__ACTIVITY__. Pick out all lines with the word "조리미로" from the records that follow.

START EXERCISE INPUT

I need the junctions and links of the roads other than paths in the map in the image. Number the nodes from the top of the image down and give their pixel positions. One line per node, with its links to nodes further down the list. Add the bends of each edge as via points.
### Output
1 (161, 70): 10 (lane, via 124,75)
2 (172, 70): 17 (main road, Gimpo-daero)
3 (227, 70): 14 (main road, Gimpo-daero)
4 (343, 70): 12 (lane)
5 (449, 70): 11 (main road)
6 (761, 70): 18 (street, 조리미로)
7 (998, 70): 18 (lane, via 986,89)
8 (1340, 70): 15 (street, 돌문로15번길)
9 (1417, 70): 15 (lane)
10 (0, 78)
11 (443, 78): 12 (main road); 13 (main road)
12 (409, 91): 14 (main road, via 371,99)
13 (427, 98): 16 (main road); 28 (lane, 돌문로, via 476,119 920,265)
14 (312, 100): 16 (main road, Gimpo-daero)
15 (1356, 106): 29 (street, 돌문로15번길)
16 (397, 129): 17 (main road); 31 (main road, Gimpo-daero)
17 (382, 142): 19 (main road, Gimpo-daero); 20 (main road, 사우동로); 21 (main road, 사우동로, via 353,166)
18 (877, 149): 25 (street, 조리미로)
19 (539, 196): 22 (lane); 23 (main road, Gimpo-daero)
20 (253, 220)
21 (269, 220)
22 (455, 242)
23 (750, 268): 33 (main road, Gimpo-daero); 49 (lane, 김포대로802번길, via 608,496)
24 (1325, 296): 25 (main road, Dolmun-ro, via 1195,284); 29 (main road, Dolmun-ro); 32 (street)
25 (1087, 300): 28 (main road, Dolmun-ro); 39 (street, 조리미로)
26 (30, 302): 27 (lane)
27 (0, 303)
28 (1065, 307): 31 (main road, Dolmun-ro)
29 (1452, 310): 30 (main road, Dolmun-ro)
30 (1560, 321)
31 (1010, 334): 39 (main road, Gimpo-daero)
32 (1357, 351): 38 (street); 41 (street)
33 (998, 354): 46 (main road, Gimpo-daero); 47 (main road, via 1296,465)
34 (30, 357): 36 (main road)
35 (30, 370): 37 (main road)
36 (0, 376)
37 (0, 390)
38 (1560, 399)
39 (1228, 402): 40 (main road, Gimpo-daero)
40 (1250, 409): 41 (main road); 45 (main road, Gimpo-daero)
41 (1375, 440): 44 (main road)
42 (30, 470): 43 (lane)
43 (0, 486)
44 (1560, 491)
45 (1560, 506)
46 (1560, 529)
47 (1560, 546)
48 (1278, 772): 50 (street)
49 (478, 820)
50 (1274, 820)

END EXERCISE INPUT

__RESULT OF THE TASK__.
6 (761, 70): 18 (street, 조리미로)
18 (877, 149): 25 (street, 조리미로)
25 (1087, 300): 28 (main road, Dolmun-ro); 39 (street, 조리미로)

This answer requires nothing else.